------ MATERIAL SUPPLIED
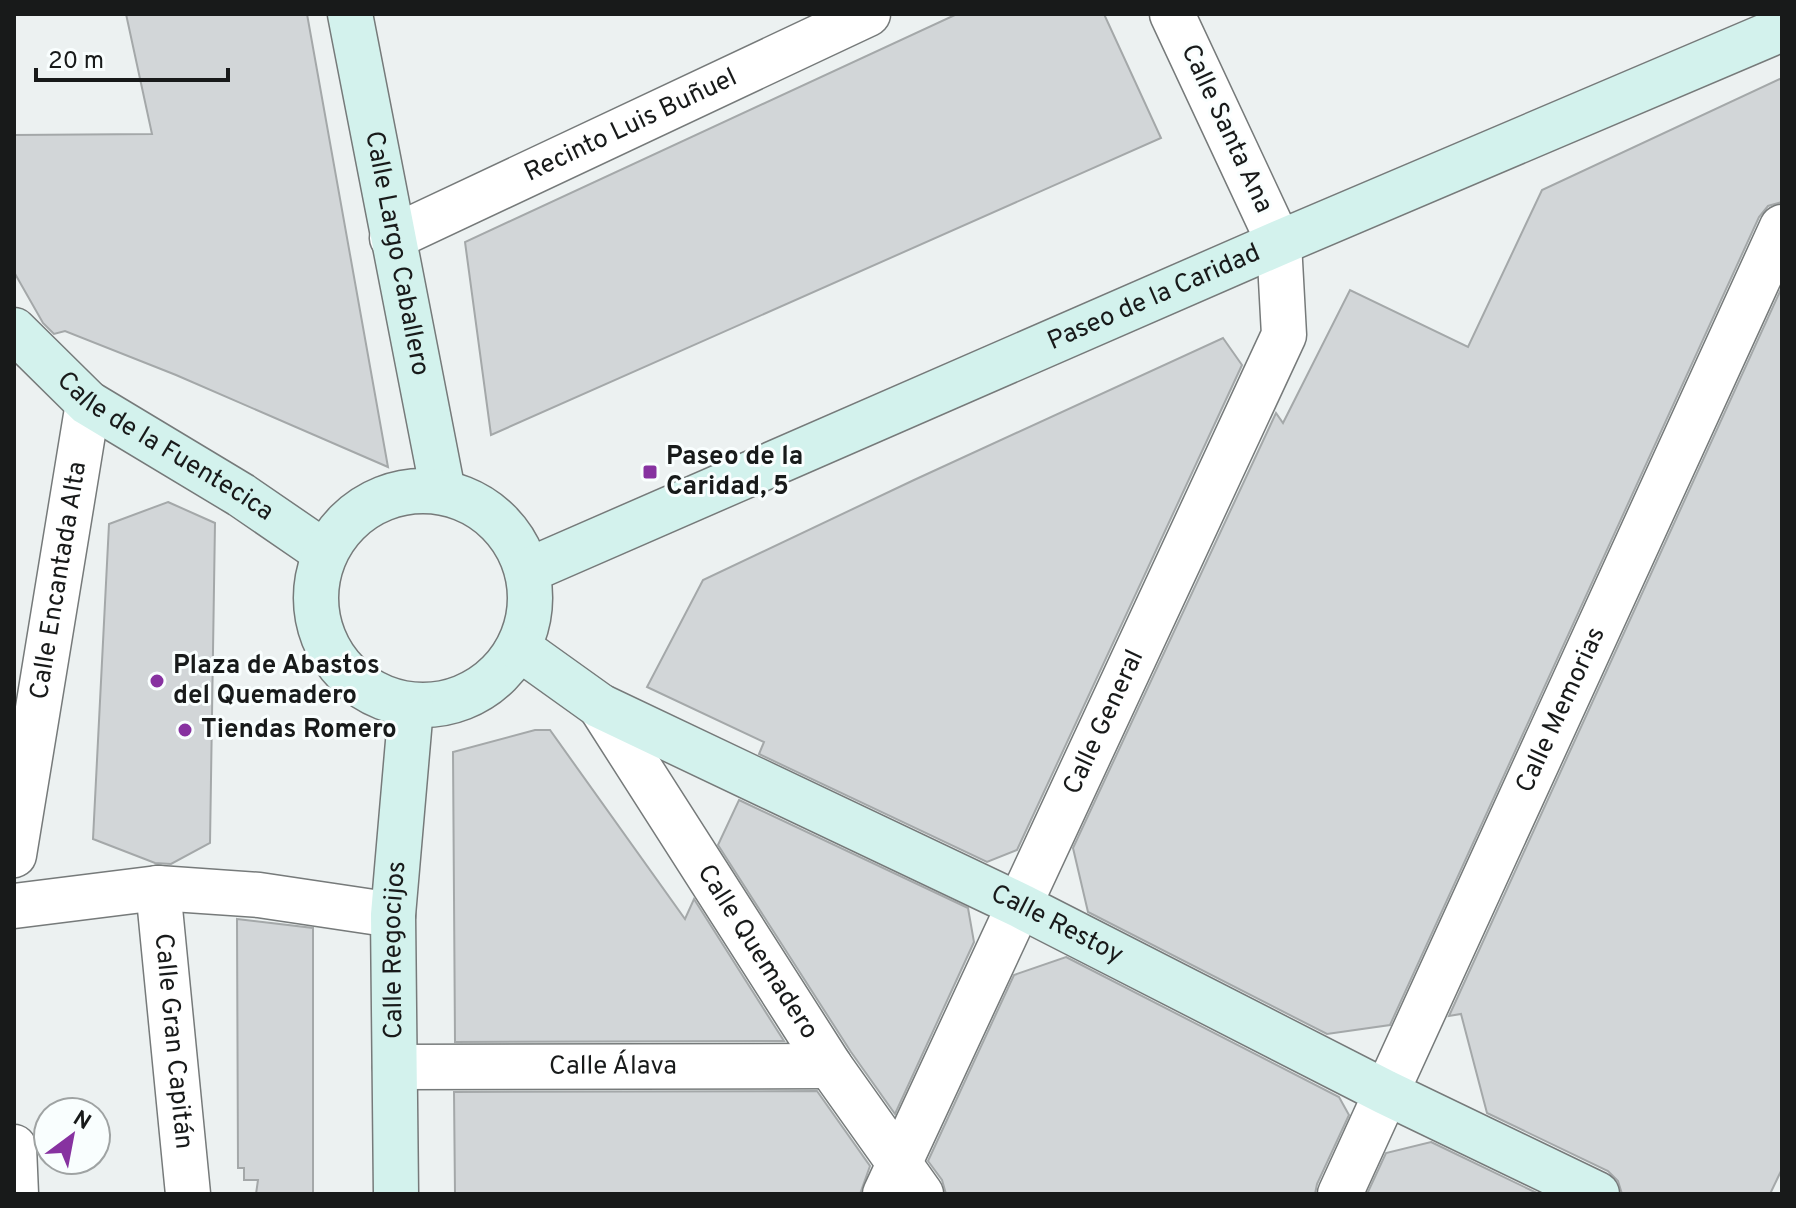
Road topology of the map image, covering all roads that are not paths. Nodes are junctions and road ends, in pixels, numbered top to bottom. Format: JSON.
{"nodes":[{"id":1,"x":350,"y":14,"type":"edge"},
{"id":2,"x":868,"y":14,"type":"edge"},
{"id":3,"x":1172,"y":14,"type":"edge"},
{"id":4,"x":1782,"y":29,"type":"edge"},
{"id":5,"x":1782,"y":227,"type":"edge"},
{"id":6,"x":392,"y":238,"type":"junction"},
{"id":7,"x":1279,"y":243,"type":"junction"},
{"id":8,"x":14,"y":330,"type":"edge"},
{"id":9,"x":88,"y":403,"type":"junction"},
{"id":10,"x":443,"y":492,"type":"junction"},
{"id":11,"x":324,"y":552,"type":"junction"},
{"id":12,"x":527,"y":571,"type":"junction"},
{"id":13,"x":519,"y":648,"type":"junction"},
{"id":14,"x":600,"y":706,"type":"junction"},
{"id":15,"x":411,"y":707,"type":"junction"},
{"id":16,"x":14,"y":855,"type":"edge"},
{"id":17,"x":158,"y":888,"type":"junction"},
{"id":18,"x":14,"y":906,"type":"edge"},
{"id":19,"x":1021,"y":906,"type":"junction"},
{"id":20,"x":393,"y":915,"type":"junction"},
{"id":21,"x":830,"y":1066,"type":"junction"},
{"id":22,"x":395,"y":1067,"type":"junction"},
{"id":23,"x":1385,"y":1092,"type":"junction"},
{"id":24,"x":14,"y":1147,"type":"edge"},
{"id":25,"x":902,"y":1184,"type":"edge"},
{"id":26,"x":16,"y":1194,"type":"edge"},
{"id":27,"x":188,"y":1194,"type":"edge"},
{"id":28,"x":396,"y":1194,"type":"edge"},
{"id":29,"x":1340,"y":1194,"type":"edge"},
{"id":30,"x":1597,"y":1194,"type":"edge"}],
"edges":[{"from":1,"to":6,"type":"street","name":"Calle Largo Caballero"},
{"from":2,"to":6,"type":"street","name":"Recinto Luis Buñuel"},
{"from":3,"to":7,"type":"street","name":"Calle Santa Ana"},
{"from":4,"to":7,"type":"street","name":"Paseo de la Caridad"},
{"from":5,"to":23,"type":"street","name":"Calle Memorias"},
{"from":6,"to":10,"type":"street","name":"Calle Largo Caballero"},
{"from":7,"to":12,"type":"street","name":"Paseo de la Caridad"},
{"from":7,"to":19,"type":"street","name":"Calle General"},
{"from":8,"to":9,"type":"street","name":"Calle de la Fuentecica"},
{"from":9,"to":11,"type":"street","name":"Calle de la Fuentecica"},
{"from":9,"to":16,"type":"street","name":"Calle Encantada Alta"},
{"from":10,"to":11,"type":"street"},
{"from":10,"to":12,"type":"street"},
{"from":11,"to":15,"type":"street"},
{"from":12,"to":13,"type":"street"},
{"from":13,"to":14,"type":"street","name":"Calle Restoy"},
{"from":13,"to":15,"type":"street"},
{"from":14,"to":19,"type":"street","name":"Calle Restoy"},
{"from":14,"to":21,"type":"street","name":"Calle Quemadero"},
{"from":15,"to":20,"type":"street","name":"Calle Regocijos"},
{"from":17,"to":18,"type":"street"},
{"from":17,"to":20,"type":"street"},
{"from":17,"to":27,"type":"street","name":"Calle Gran Capitán"},
{"from":19,"to":23,"type":"street","name":"Calle Restoy"},
{"from":19,"to":25,"type":"street","name":"Calle General"},
{"from":20,"to":22,"type":"street","name":"Calle Regocijos"},
{"from":21,"to":22,"type":"street","name":"Calle Álava"},
{"from":21,"to":25,"type":"street","name":"Calle Quemadero"},
{"from":22,"to":28,"type":"street","name":"Calle Regocijos"},
{"from":23,"to":29,"type":"street","name":"Calle Memorias"},
{"from":23,"to":30,"type":"street","name":"Calle Restoy"},
{"from":24,"to":26,"type":"street"}]}
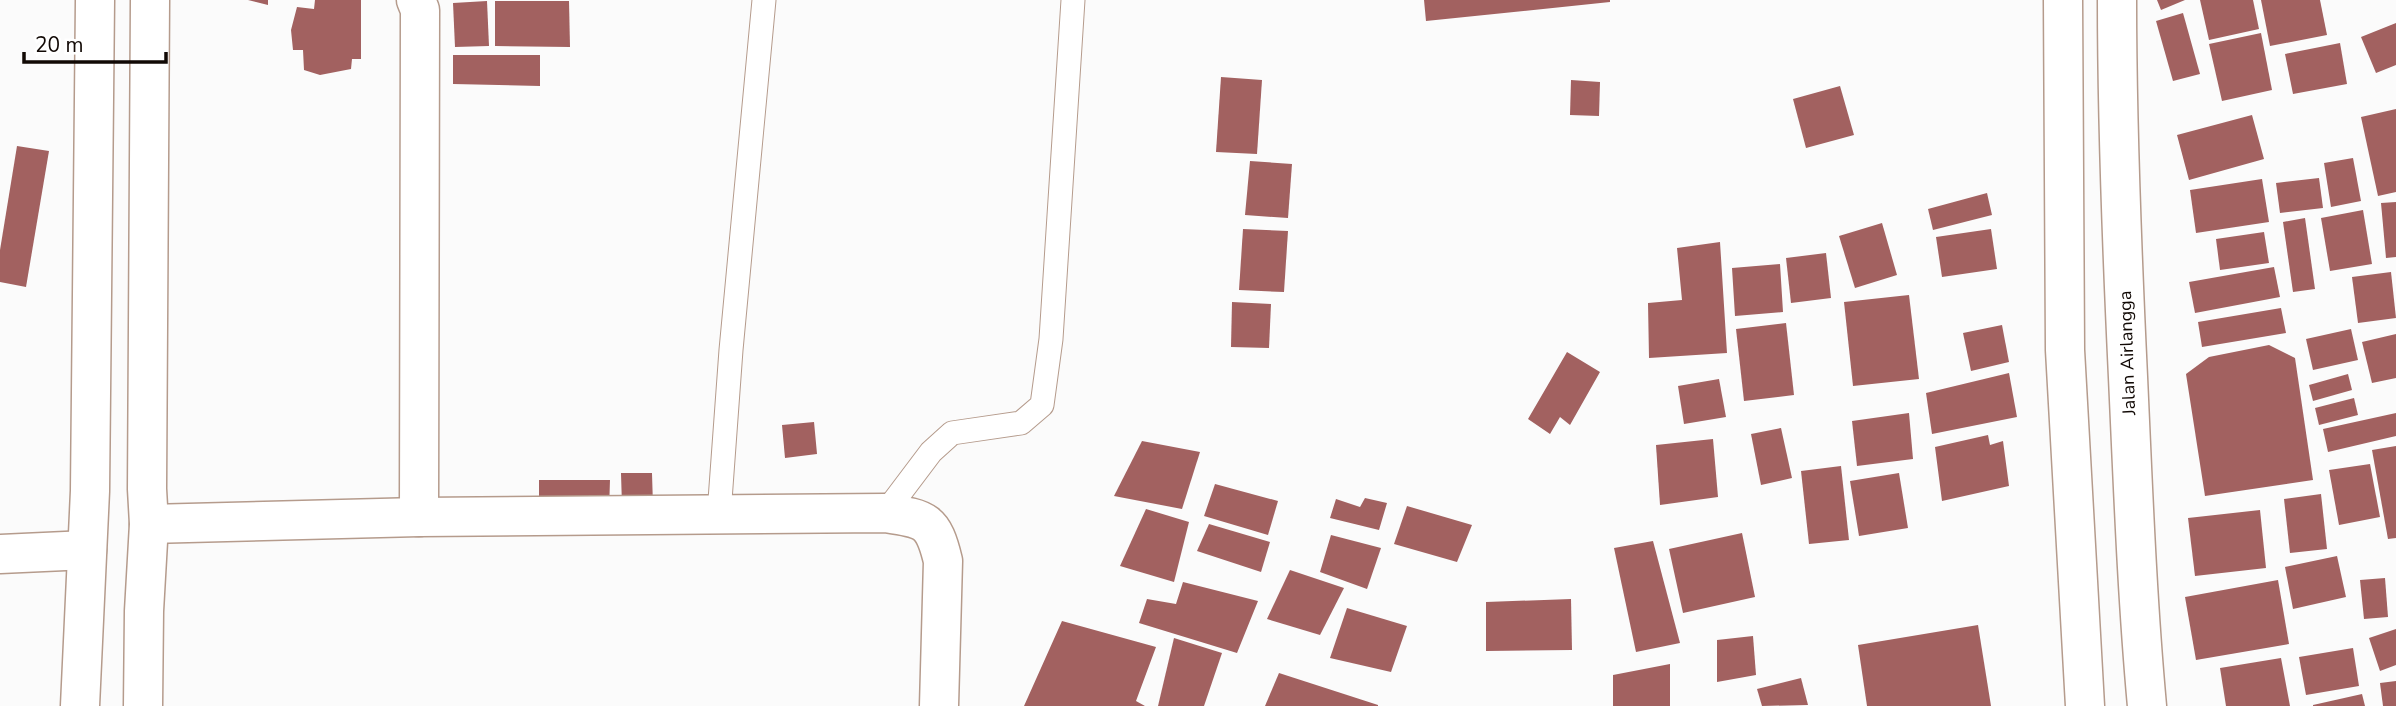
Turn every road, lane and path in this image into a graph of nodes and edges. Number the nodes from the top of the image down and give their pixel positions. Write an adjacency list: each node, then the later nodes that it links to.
1 (95, 0): 10 (street)
2 (150, 0): 11 (street)
3 (416, 0): 14 (street)
4 (764, 0): 13 (lane)
5 (1073, 0): 12 (lane)
6 (2063, 0): 8 (street)
7 (2117, 0): 9 (street, Jalan Airlangga)
8 (2063, 97): 9 (street); 22 (street)
9 (2117, 97): 23 (street, Jalan Airlangga)
10 (90, 491): 11 (street); 15 (street)
11 (148, 506): 14 (street); 17 (street)
12 (885, 513): 13 (street); 21 (street)
13 (719, 514): 14 (street)
14 (419, 517)
15 (87, 550): 16 (street); 18 (street)
16 (0, 554)
17 (144, 611): 18 (street); 20 (street)
18 (85, 615): 19 (street)
19 (80, 706)
20 (143, 706)
21 (939, 706)
22 (2085, 706)
23 (2147, 706)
------------
◆ EXERCISE DESCRIPTION:
Without including the pictures, reproduce all entries exactly.

◆ EXPECTED OUTPUT:
Road topology of the map image, covering all roads that are not paths. Nodes are junctions and road ends, in pixels, numbered top to bottom. Format: JSON.
{"nodes":[{"id":1,"x":350,"y":14,"type":"edge"},
{"id":2,"x":868,"y":14,"type":"edge"},
{"id":3,"x":1172,"y":14,"type":"edge"},
{"id":4,"x":1782,"y":29,"type":"edge"},
{"id":5,"x":1782,"y":227,"type":"edge"},
{"id":6,"x":392,"y":238,"type":"junction"},
{"id":7,"x":1279,"y":243,"type":"junction"},
{"id":8,"x":14,"y":330,"type":"edge"},
{"id":9,"x":88,"y":403,"type":"junction"},
{"id":10,"x":443,"y":492,"type":"junction"},
{"id":11,"x":324,"y":552,"type":"junction"},
{"id":12,"x":527,"y":571,"type":"junction"},
{"id":13,"x":519,"y":648,"type":"junction"},
{"id":14,"x":600,"y":706,"type":"junction"},
{"id":15,"x":411,"y":707,"type":"junction"},
{"id":16,"x":14,"y":855,"type":"edge"},
{"id":17,"x":158,"y":888,"type":"junction"},
{"id":18,"x":14,"y":906,"type":"edge"},
{"id":19,"x":1021,"y":906,"type":"junction"},
{"id":20,"x":393,"y":915,"type":"junction"},
{"id":21,"x":830,"y":1066,"type":"junction"},
{"id":22,"x":395,"y":1067,"type":"junction"},
{"id":23,"x":1385,"y":1092,"type":"junction"},
{"id":24,"x":14,"y":1147,"type":"edge"},
{"id":25,"x":902,"y":1184,"type":"edge"},
{"id":26,"x":16,"y":1194,"type":"edge"},
{"id":27,"x":188,"y":1194,"type":"edge"},
{"id":28,"x":396,"y":1194,"type":"edge"},
{"id":29,"x":1340,"y":1194,"type":"edge"},
{"id":30,"x":1597,"y":1194,"type":"edge"}],
"edges":[{"from":1,"to":6,"type":"street","name":"Calle Largo Caballero"},
{"from":2,"to":6,"type":"street","name":"Recinto Luis Buñuel"},
{"from":3,"to":7,"type":"street","name":"Calle Santa Ana"},
{"from":4,"to":7,"type":"street","name":"Paseo de la Caridad"},
{"from":5,"to":23,"type":"street","name":"Calle Memorias"},
{"from":6,"to":10,"type":"street","name":"Calle Largo Caballero"},
{"from":7,"to":12,"type":"street","name":"Paseo de la Caridad"},
{"from":7,"to":19,"type":"street","name":"Calle General"},
{"from":8,"to":9,"type":"street","name":"Calle de la Fuentecica"},
{"from":9,"to":11,"type":"street","name":"Calle de la Fuentecica"},
{"from":9,"to":16,"type":"street","name":"Calle Encantada Alta"},
{"from":10,"to":11,"type":"street"},
{"from":10,"to":12,"type":"street"},
{"from":11,"to":15,"type":"street"},
{"from":12,"to":13,"type":"street"},
{"from":13,"to":14,"type":"street","name":"Calle Restoy"},
{"from":13,"to":15,"type":"street"},
{"from":14,"to":19,"type":"street","name":"Calle Restoy"},
{"from":14,"to":21,"type":"street","name":"Calle Quemadero"},
{"from":15,"to":20,"type":"street","name":"Calle Regocijos"},
{"from":17,"to":18,"type":"street"},
{"from":17,"to":20,"type":"street"},
{"from":17,"to":27,"type":"street","name":"Calle Gran Capitán"},
{"from":19,"to":23,"type":"street","name":"Calle Restoy"},
{"from":19,"to":25,"type":"street","name":"Calle General"},
{"from":20,"to":22,"type":"street","name":"Calle Regocijos"},
{"from":21,"to":22,"type":"street","name":"Calle Álava"},
{"from":21,"to":25,"type":"street","name":"Calle Quemadero"},
{"from":22,"to":28,"type":"street","name":"Calle Regocijos"},
{"from":23,"to":29,"type":"street","name":"Calle Memorias"},
{"from":23,"to":30,"type":"street","name":"Calle Restoy"},
{"from":24,"to":26,"type":"street"}]}
Turn every road, lane and path in this image into a graph of nodes and edges. Number the nodes from the top of the image down and give their pixel positions. Write an adjacency list: each node, then the later nodes that it links to.
1 (95, 0): 10 (street)
2 (150, 0): 11 (street)
3 (416, 0): 14 (street)
4 (764, 0): 13 (lane)
5 (1073, 0): 12 (lane)
6 (2063, 0): 8 (street)
7 (2117, 0): 9 (street, Jalan Airlangga)
8 (2063, 97): 9 (street); 22 (street)
9 (2117, 97): 23 (street, Jalan Airlangga)
10 (90, 491): 11 (street); 15 (street)
11 (148, 506): 14 (street); 17 (street)
12 (885, 513): 13 (street); 21 (street)
13 (719, 514): 14 (street)
14 (419, 517)
15 (87, 550): 16 (street); 18 (street)
16 (0, 554)
17 (144, 611): 18 (street); 20 (street)
18 (85, 615): 19 (street)
19 (80, 706)
20 (143, 706)
21 (939, 706)
22 (2085, 706)
23 (2147, 706)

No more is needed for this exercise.